-- GIVEN DATA follows --

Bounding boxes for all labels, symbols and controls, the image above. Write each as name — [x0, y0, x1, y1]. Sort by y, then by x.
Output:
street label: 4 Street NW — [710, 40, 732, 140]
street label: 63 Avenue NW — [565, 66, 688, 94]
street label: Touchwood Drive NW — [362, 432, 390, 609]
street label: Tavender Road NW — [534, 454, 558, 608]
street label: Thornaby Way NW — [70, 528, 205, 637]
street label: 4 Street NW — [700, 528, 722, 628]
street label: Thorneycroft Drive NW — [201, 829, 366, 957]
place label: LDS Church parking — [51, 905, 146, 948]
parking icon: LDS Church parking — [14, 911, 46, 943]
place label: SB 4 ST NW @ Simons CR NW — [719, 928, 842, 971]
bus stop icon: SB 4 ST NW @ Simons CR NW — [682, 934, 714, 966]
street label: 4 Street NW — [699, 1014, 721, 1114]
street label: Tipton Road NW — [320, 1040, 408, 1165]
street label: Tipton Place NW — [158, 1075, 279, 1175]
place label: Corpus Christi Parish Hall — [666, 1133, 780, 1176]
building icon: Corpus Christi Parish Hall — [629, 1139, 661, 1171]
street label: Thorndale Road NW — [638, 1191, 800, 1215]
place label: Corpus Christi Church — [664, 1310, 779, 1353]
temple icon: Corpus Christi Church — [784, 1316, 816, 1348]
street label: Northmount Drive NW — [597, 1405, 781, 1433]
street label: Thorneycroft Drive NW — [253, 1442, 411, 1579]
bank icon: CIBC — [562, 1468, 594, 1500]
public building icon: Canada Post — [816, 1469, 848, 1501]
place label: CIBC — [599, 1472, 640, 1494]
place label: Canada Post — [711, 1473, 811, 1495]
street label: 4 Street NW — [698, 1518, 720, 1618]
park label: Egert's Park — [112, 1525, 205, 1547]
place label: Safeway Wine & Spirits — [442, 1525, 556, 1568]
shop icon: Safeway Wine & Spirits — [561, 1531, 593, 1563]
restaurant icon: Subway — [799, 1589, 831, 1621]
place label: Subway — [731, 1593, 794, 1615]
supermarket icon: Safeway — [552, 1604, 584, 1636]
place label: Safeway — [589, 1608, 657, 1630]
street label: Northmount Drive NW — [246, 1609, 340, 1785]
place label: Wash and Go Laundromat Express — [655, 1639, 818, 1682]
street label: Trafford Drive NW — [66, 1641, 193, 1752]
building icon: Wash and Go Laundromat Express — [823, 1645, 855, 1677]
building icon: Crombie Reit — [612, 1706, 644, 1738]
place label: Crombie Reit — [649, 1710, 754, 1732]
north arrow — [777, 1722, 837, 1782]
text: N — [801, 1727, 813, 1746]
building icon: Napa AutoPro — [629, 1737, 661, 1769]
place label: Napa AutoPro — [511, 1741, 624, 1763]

-- GIVEN DATA concluded --

When a line above includes the word "Reit", please list that line.

building icon: Crombie Reit — [612, 1706, 644, 1738]
place label: Crombie Reit — [649, 1710, 754, 1732]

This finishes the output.